Kaitlyn Carroll, a senior disc jockey at Tech’s KLPI, plays international music on her weekly show “Terminal E.” She said she thinks offering a variety of music is good for Ruston residents and helps international students feel at home. – Photo by Dacia Idom

JUSTIN FORT
Staff Reporter

 

Classical music composer Aaron Copland once said stopping the flow of music would be like stopping time itself.

 

KLPI senior disc jockey Kaitlyn Carroll is applying Copland’s idea, not only by increasing the flow in Ruston, but making it more diverse.

 

Carroll plays a different type of music each week during her show.

 

“It’s a show that highlights different genres from different areas of the world,” Carroll said. “I’m very flexible and open to something different.”

 

Carroll said she would like “Terminal E” to be a medium for everyone in Ruston to hear new music.

 

“The purpose is to expose people to different music,” Carroll said. “I think there is a lot of value in being able to learn and experience something you’re not familiar with.”

 

Some students concede that variety is a good thing.

 

“People have a lot of different tastes,” said Austin Brasher, a freshman mechanical engineering major. “I think stations should play different music.”

 

In small towns like Ruston, many people’s musical tastes are not represented. Of the 23 radio stations within 30 miles of Ruston, nine are religious and seven are oldies/country, taking up nearly 70 percent of radio channels in proximity.

 

Carroll has played six different musical styles on “Terminal E, including Irish/Celtic punk rock and KPOP, pop music from South Korea.

 

Her next show will feature popular music in Ruston.

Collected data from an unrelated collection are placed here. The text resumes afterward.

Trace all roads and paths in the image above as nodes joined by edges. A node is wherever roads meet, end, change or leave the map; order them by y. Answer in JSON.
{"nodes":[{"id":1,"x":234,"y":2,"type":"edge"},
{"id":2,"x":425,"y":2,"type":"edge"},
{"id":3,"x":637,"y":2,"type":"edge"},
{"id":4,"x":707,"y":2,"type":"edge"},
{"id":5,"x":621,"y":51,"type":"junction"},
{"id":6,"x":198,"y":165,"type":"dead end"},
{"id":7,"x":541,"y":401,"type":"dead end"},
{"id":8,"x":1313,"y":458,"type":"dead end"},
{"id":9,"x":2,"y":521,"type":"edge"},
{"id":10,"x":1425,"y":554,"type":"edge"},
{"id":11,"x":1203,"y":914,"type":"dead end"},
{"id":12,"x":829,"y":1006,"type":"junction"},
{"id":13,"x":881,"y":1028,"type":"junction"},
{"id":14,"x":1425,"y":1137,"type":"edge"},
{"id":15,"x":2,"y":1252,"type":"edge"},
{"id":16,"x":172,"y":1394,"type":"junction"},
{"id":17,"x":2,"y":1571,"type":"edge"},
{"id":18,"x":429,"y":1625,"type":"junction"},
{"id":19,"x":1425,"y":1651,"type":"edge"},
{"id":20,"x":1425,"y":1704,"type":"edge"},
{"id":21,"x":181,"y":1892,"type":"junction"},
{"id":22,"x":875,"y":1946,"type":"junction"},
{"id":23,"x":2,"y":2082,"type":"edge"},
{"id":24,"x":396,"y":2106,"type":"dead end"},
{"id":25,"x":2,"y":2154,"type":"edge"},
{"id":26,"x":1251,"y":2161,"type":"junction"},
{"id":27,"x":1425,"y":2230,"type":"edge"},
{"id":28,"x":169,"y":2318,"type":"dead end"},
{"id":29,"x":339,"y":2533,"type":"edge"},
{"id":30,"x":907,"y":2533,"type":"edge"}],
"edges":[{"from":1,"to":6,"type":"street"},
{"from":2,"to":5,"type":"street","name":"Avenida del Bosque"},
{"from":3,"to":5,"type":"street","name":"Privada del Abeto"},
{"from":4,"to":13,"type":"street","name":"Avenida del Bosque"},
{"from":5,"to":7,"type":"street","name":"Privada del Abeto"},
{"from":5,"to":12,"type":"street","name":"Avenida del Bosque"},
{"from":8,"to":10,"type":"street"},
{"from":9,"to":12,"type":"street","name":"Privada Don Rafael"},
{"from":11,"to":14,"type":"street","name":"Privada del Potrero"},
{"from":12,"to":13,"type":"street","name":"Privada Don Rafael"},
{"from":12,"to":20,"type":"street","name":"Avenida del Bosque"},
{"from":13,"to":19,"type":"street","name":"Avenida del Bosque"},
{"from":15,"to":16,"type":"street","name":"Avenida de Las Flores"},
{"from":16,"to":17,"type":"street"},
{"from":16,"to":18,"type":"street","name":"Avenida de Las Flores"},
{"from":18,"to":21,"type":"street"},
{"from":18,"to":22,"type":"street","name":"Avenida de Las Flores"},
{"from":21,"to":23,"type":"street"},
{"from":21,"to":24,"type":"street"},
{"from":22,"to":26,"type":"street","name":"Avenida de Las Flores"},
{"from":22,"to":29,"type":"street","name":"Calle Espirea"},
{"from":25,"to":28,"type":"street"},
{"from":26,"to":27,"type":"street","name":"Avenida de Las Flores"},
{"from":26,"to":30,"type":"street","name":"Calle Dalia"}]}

Carroll said she is trying to integrate more Asian music so she can appeal to Tech’s international students; there are more than 650 international students from 70 different countries.

 

“I feel like they’re more at home by giving them a voice,” Carroll said. “They have more insight into their culture.”

 

Taylor Michiels, a freshman accounting major, said he would be lost if he was not able to hear music he grew up with.

 

“I would probably die,” Michiels said. “I’d be wondering why everyone was singing this song and why haven’t I ever heard it?”

 

Carroll said she wants “Terminal E” to help students gain an understanding of other cultures and their music.

 

“It’s important to respect other types of music,” Carroll said. “It gives you a better appreciation for what you like.”

 

Brasher said he has no interest in listening to any music other than what he likes, which is country.

 

“I like what I like,” Brasher said. “I don’t care for it [other music] so I wouldn’t listen to it.”

 

“Terminal E” airs every Sunday from 10 a.m. to midnight. The show’s Facebook page, Terminal E: 89.1 KLPI Specialty Show has a list of each week’s show and upcoming events.

 

Carroll said the playlist will continue to grow and encourages everyone to make requests for show and song ideas by calling KLPI at 318-257-3689.

 

“We kind of have something for everybody,” Carroll said. “No matter what, at least one little part of the show will appeal to everyone.”